## Problem details
Of the lines below, count those containing the word "Cleveland". Reply with the number alone.

(Collected data entries)
----
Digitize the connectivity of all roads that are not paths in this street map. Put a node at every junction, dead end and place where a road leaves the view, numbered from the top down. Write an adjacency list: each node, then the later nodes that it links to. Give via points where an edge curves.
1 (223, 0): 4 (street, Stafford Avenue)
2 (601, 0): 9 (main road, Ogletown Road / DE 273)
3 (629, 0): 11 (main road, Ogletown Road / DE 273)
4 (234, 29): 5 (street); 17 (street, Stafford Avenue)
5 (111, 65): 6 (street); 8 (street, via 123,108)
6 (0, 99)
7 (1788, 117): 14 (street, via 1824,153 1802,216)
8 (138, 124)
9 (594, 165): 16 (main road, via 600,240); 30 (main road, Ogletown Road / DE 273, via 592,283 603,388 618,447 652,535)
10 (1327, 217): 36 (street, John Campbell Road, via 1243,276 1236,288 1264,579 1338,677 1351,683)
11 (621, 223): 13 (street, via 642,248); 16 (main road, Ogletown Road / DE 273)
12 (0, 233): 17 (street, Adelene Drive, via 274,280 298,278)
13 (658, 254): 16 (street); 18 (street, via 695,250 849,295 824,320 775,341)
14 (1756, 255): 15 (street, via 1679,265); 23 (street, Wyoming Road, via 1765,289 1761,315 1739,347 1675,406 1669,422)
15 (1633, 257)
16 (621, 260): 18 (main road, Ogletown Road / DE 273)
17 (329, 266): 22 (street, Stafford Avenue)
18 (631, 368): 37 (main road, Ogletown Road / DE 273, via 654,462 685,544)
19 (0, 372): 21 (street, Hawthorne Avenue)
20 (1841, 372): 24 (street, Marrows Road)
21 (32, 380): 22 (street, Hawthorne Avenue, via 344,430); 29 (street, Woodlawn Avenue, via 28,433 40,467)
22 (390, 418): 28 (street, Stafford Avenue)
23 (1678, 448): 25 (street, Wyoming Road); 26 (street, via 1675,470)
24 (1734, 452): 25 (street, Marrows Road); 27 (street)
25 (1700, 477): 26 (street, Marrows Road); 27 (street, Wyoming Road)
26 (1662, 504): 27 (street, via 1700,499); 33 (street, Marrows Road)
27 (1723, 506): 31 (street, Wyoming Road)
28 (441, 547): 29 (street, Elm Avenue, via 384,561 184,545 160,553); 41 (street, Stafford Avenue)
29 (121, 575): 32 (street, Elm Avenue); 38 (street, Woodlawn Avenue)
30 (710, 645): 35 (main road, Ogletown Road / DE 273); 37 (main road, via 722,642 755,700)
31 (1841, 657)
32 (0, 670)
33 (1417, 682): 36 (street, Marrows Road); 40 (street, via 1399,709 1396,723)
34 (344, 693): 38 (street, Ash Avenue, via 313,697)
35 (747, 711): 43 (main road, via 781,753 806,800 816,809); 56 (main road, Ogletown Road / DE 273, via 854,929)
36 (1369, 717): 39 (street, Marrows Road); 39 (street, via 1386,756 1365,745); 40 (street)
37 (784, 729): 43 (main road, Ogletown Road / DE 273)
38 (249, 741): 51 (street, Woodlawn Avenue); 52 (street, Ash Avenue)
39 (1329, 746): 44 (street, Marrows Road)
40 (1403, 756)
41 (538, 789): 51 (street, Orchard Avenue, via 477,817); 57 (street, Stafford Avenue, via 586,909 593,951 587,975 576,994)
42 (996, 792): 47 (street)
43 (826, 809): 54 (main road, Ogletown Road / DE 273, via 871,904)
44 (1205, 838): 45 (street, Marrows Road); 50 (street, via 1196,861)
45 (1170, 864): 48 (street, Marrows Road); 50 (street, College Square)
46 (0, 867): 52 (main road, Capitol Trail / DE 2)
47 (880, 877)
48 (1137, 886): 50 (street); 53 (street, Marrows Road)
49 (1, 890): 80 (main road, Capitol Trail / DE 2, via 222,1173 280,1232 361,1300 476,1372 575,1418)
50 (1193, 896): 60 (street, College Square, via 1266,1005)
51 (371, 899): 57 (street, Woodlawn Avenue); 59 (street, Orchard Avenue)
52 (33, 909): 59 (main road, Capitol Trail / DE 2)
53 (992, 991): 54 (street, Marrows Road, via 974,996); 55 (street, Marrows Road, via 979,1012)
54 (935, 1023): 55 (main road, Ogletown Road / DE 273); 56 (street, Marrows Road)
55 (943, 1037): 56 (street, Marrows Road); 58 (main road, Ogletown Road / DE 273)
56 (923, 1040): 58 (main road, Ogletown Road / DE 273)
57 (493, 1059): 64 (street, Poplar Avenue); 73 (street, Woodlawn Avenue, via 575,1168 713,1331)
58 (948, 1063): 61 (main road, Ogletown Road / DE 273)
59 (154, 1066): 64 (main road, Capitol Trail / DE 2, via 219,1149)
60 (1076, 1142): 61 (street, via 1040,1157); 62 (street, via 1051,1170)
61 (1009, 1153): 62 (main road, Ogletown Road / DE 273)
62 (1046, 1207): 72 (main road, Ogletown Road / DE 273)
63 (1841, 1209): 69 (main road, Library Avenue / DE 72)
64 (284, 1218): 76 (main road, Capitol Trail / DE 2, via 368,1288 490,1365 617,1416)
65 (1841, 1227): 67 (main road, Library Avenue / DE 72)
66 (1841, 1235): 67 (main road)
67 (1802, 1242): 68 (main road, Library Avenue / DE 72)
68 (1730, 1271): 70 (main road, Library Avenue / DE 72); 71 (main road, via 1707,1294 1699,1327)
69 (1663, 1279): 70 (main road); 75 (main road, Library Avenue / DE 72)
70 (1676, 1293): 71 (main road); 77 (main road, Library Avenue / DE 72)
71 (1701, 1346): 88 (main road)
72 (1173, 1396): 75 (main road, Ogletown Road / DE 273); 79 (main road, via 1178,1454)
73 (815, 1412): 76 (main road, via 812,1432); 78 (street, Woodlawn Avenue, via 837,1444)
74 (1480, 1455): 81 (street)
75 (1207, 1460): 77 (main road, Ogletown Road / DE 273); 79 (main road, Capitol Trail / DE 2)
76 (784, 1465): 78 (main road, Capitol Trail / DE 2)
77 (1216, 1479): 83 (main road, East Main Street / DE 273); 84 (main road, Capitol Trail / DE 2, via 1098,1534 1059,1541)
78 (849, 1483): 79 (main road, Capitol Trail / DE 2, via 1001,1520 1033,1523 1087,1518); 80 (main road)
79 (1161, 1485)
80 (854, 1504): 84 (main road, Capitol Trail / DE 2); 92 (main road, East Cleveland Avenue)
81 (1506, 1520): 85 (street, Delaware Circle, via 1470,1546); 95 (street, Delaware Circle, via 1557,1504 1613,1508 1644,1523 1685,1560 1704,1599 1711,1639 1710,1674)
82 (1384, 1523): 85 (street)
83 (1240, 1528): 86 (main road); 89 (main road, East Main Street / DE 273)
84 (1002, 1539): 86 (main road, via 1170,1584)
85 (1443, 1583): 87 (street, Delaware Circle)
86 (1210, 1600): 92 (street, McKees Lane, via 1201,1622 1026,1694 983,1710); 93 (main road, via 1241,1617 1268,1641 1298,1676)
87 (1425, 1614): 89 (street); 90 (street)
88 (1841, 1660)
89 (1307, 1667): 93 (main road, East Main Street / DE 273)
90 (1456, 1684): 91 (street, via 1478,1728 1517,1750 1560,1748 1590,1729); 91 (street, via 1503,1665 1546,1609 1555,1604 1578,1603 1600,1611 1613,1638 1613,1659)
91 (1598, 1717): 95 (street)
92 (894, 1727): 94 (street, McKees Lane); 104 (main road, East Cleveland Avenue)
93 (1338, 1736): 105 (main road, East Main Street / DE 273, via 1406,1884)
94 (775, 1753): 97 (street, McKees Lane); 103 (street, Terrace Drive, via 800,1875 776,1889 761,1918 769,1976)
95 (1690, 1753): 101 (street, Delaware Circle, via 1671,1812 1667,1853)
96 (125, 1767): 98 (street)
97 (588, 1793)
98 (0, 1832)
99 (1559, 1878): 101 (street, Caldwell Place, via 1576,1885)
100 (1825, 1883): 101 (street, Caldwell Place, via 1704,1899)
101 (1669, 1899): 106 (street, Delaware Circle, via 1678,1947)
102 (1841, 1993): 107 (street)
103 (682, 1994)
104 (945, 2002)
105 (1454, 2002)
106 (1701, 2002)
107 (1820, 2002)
----
## The answer
2